### YOUR GOAL
Every entry below must be copied exactly, with nothing left out.

------ THE INPUT

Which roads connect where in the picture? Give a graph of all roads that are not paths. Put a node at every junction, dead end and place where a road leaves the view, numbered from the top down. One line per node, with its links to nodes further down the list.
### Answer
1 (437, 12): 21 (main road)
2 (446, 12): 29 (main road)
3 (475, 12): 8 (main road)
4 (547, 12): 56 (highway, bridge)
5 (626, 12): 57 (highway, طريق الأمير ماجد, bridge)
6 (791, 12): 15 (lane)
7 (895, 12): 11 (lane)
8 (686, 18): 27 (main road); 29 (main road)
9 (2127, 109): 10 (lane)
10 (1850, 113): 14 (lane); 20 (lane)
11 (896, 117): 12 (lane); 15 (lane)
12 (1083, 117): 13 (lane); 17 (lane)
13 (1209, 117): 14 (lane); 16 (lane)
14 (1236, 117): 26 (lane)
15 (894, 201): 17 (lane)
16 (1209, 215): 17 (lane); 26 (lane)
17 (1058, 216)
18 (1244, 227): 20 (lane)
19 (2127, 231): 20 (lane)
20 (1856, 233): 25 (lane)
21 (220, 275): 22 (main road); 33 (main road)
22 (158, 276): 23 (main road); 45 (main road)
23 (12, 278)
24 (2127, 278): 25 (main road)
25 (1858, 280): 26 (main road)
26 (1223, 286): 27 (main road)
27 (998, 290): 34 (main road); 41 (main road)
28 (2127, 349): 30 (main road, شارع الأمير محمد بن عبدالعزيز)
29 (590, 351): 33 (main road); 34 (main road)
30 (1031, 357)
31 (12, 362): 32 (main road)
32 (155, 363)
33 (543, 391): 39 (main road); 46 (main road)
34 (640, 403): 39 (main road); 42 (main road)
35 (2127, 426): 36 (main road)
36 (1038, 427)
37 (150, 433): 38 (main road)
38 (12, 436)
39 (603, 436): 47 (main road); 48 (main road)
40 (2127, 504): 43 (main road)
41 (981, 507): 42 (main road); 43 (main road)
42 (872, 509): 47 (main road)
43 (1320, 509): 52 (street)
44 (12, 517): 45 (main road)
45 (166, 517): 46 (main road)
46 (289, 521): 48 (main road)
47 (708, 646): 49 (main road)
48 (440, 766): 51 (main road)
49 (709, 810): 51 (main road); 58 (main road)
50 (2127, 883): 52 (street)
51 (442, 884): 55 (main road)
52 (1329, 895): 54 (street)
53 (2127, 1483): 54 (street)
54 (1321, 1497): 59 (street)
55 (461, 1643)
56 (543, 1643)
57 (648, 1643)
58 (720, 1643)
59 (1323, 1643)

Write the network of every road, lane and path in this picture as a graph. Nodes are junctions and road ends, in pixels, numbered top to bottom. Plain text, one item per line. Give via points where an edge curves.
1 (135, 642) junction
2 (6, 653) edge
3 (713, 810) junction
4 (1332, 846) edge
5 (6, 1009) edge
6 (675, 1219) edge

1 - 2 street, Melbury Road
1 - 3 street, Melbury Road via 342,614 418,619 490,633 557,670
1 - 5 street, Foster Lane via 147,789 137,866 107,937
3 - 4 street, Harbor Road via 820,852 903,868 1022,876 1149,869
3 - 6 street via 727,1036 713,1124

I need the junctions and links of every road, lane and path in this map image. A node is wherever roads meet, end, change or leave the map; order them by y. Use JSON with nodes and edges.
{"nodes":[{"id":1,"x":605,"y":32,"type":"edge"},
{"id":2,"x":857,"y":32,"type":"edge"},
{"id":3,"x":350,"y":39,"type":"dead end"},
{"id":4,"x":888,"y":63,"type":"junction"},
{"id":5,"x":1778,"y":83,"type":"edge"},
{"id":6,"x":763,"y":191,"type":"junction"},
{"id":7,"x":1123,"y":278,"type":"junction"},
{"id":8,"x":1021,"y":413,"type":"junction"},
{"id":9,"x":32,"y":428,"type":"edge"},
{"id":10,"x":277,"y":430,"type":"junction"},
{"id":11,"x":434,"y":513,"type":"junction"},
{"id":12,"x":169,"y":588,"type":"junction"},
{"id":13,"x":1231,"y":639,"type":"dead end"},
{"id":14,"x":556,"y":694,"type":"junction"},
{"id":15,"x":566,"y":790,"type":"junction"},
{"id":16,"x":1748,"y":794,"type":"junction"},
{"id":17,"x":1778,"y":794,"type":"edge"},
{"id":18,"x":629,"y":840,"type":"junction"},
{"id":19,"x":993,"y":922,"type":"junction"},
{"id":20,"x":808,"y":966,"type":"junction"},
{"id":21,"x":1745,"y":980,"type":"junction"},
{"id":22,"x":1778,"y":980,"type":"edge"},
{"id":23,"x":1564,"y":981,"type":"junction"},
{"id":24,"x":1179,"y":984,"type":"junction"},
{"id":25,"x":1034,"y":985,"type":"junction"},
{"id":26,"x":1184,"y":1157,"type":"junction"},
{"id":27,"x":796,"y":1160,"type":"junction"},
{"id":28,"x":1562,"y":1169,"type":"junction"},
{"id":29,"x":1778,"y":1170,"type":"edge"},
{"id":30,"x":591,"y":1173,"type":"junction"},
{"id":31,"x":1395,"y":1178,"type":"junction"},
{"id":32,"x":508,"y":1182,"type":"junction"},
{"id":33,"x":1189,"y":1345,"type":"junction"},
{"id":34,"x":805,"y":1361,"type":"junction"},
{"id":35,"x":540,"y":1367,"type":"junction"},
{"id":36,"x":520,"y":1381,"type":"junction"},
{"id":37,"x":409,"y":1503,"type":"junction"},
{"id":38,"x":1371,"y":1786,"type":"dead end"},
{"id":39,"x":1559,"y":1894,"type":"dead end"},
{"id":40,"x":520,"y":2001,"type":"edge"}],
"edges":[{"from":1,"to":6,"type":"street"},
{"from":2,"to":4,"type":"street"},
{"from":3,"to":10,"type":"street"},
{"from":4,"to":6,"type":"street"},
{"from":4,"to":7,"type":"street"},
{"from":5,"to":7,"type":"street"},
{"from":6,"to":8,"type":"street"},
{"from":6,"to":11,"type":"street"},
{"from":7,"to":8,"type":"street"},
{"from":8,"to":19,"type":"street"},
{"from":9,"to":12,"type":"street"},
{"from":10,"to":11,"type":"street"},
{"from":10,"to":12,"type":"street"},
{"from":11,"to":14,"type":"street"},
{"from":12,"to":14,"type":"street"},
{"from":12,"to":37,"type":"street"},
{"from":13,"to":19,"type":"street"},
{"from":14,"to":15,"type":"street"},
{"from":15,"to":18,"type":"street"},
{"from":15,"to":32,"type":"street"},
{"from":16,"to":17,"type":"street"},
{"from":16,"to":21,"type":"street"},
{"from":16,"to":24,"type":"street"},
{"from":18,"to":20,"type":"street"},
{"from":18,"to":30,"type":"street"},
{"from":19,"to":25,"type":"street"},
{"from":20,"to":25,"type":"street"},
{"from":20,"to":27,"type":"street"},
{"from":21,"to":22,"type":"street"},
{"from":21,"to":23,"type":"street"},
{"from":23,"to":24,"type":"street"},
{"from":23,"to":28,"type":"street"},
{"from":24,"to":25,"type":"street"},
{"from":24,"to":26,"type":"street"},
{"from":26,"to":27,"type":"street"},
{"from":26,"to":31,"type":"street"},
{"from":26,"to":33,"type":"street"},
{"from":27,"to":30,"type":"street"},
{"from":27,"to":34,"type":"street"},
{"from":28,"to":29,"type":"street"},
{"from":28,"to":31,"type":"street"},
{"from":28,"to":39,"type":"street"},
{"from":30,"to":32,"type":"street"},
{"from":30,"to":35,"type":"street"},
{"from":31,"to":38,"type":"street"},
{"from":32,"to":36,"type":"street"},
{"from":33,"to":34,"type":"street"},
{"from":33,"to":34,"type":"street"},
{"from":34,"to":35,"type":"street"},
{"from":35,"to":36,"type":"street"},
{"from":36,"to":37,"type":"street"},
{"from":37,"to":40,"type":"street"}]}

------------

### ANSWER TO THE PROBLEM
Which roads connect where in the picture? Give a graph of all roads that are not paths. Put a node at every junction, dead end and place where a road leaves the view, numbered from the top down. One line per node, with its links to nodes further down the list.
### Answer
1 (437, 12): 21 (main road)
2 (446, 12): 29 (main road)
3 (475, 12): 8 (main road)
4 (547, 12): 56 (highway, bridge)
5 (626, 12): 57 (highway, طريق الأمير ماجد, bridge)
6 (791, 12): 15 (lane)
7 (895, 12): 11 (lane)
8 (686, 18): 27 (main road); 29 (main road)
9 (2127, 109): 10 (lane)
10 (1850, 113): 14 (lane); 20 (lane)
11 (896, 117): 12 (lane); 15 (lane)
12 (1083, 117): 13 (lane); 17 (lane)
13 (1209, 117): 14 (lane); 16 (lane)
14 (1236, 117): 26 (lane)
15 (894, 201): 17 (lane)
16 (1209, 215): 17 (lane); 26 (lane)
17 (1058, 216)
18 (1244, 227): 20 (lane)
19 (2127, 231): 20 (lane)
20 (1856, 233): 25 (lane)
21 (220, 275): 22 (main road); 33 (main road)
22 (158, 276): 23 (main road); 45 (main road)
23 (12, 278)
24 (2127, 278): 25 (main road)
25 (1858, 280): 26 (main road)
26 (1223, 286): 27 (main road)
27 (998, 290): 34 (main road); 41 (main road)
28 (2127, 349): 30 (main road, شارع الأمير محمد بن عبدالعزيز)
29 (590, 351): 33 (main road); 34 (main road)
30 (1031, 357)
31 (12, 362): 32 (main road)
32 (155, 363)
33 (543, 391): 39 (main road); 46 (main road)
34 (640, 403): 39 (main road); 42 (main road)
35 (2127, 426): 36 (main road)
36 (1038, 427)
37 (150, 433): 38 (main road)
38 (12, 436)
39 (603, 436): 47 (main road); 48 (main road)
40 (2127, 504): 43 (main road)
41 (981, 507): 42 (main road); 43 (main road)
42 (872, 509): 47 (main road)
43 (1320, 509): 52 (street)
44 (12, 517): 45 (main road)
45 (166, 517): 46 (main road)
46 (289, 521): 48 (main road)
47 (708, 646): 49 (main road)
48 (440, 766): 51 (main road)
49 (709, 810): 51 (main road); 58 (main road)
50 (2127, 883): 52 (street)
51 (442, 884): 55 (main road)
52 (1329, 895): 54 (street)
53 (2127, 1483): 54 (street)
54 (1321, 1497): 59 (street)
55 (461, 1643)
56 (543, 1643)
57 (648, 1643)
58 (720, 1643)
59 (1323, 1643)

Write the network of every road, lane and path in this picture as a graph. Nodes are junctions and road ends, in pixels, numbered top to bottom. Plain text, one item per line. Give via points where an edge curves.
1 (135, 642) junction
2 (6, 653) edge
3 (713, 810) junction
4 (1332, 846) edge
5 (6, 1009) edge
6 (675, 1219) edge

1 - 2 street, Melbury Road
1 - 3 street, Melbury Road via 342,614 418,619 490,633 557,670
1 - 5 street, Foster Lane via 147,789 137,866 107,937
3 - 4 street, Harbor Road via 820,852 903,868 1022,876 1149,869
3 - 6 street via 727,1036 713,1124

I need the junctions and links of every road, lane and path in this map image. A node is wherever roads meet, end, change or leave the map; order them by y. Use JSON with nodes and edges.
{"nodes":[{"id":1,"x":605,"y":32,"type":"edge"},
{"id":2,"x":857,"y":32,"type":"edge"},
{"id":3,"x":350,"y":39,"type":"dead end"},
{"id":4,"x":888,"y":63,"type":"junction"},
{"id":5,"x":1778,"y":83,"type":"edge"},
{"id":6,"x":763,"y":191,"type":"junction"},
{"id":7,"x":1123,"y":278,"type":"junction"},
{"id":8,"x":1021,"y":413,"type":"junction"},
{"id":9,"x":32,"y":428,"type":"edge"},
{"id":10,"x":277,"y":430,"type":"junction"},
{"id":11,"x":434,"y":513,"type":"junction"},
{"id":12,"x":169,"y":588,"type":"junction"},
{"id":13,"x":1231,"y":639,"type":"dead end"},
{"id":14,"x":556,"y":694,"type":"junction"},
{"id":15,"x":566,"y":790,"type":"junction"},
{"id":16,"x":1748,"y":794,"type":"junction"},
{"id":17,"x":1778,"y":794,"type":"edge"},
{"id":18,"x":629,"y":840,"type":"junction"},
{"id":19,"x":993,"y":922,"type":"junction"},
{"id":20,"x":808,"y":966,"type":"junction"},
{"id":21,"x":1745,"y":980,"type":"junction"},
{"id":22,"x":1778,"y":980,"type":"edge"},
{"id":23,"x":1564,"y":981,"type":"junction"},
{"id":24,"x":1179,"y":984,"type":"junction"},
{"id":25,"x":1034,"y":985,"type":"junction"},
{"id":26,"x":1184,"y":1157,"type":"junction"},
{"id":27,"x":796,"y":1160,"type":"junction"},
{"id":28,"x":1562,"y":1169,"type":"junction"},
{"id":29,"x":1778,"y":1170,"type":"edge"},
{"id":30,"x":591,"y":1173,"type":"junction"},
{"id":31,"x":1395,"y":1178,"type":"junction"},
{"id":32,"x":508,"y":1182,"type":"junction"},
{"id":33,"x":1189,"y":1345,"type":"junction"},
{"id":34,"x":805,"y":1361,"type":"junction"},
{"id":35,"x":540,"y":1367,"type":"junction"},
{"id":36,"x":520,"y":1381,"type":"junction"},
{"id":37,"x":409,"y":1503,"type":"junction"},
{"id":38,"x":1371,"y":1786,"type":"dead end"},
{"id":39,"x":1559,"y":1894,"type":"dead end"},
{"id":40,"x":520,"y":2001,"type":"edge"}],
"edges":[{"from":1,"to":6,"type":"street"},
{"from":2,"to":4,"type":"street"},
{"from":3,"to":10,"type":"street"},
{"from":4,"to":6,"type":"street"},
{"from":4,"to":7,"type":"street"},
{"from":5,"to":7,"type":"street"},
{"from":6,"to":8,"type":"street"},
{"from":6,"to":11,"type":"street"},
{"from":7,"to":8,"type":"street"},
{"from":8,"to":19,"type":"street"},
{"from":9,"to":12,"type":"street"},
{"from":10,"to":11,"type":"street"},
{"from":10,"to":12,"type":"street"},
{"from":11,"to":14,"type":"street"},
{"from":12,"to":14,"type":"street"},
{"from":12,"to":37,"type":"street"},
{"from":13,"to":19,"type":"street"},
{"from":14,"to":15,"type":"street"},
{"from":15,"to":18,"type":"street"},
{"from":15,"to":32,"type":"street"},
{"from":16,"to":17,"type":"street"},
{"from":16,"to":21,"type":"street"},
{"from":16,"to":24,"type":"street"},
{"from":18,"to":20,"type":"street"},
{"from":18,"to":30,"type":"street"},
{"from":19,"to":25,"type":"street"},
{"from":20,"to":25,"type":"street"},
{"from":20,"to":27,"type":"street"},
{"from":21,"to":22,"type":"street"},
{"from":21,"to":23,"type":"street"},
{"from":23,"to":24,"type":"street"},
{"from":23,"to":28,"type":"street"},
{"from":24,"to":25,"type":"street"},
{"from":24,"to":26,"type":"street"},
{"from":26,"to":27,"type":"street"},
{"from":26,"to":31,"type":"street"},
{"from":26,"to":33,"type":"street"},
{"from":27,"to":30,"type":"street"},
{"from":27,"to":34,"type":"street"},
{"from":28,"to":29,"type":"street"},
{"from":28,"to":31,"type":"street"},
{"from":28,"to":39,"type":"street"},
{"from":30,"to":32,"type":"street"},
{"from":30,"to":35,"type":"street"},
{"from":31,"to":38,"type":"street"},
{"from":32,"to":36,"type":"street"},
{"from":33,"to":34,"type":"street"},
{"from":33,"to":34,"type":"street"},
{"from":34,"to":35,"type":"street"},
{"from":35,"to":36,"type":"street"},
{"from":36,"to":37,"type":"street"},
{"from":37,"to":40,"type":"street"}]}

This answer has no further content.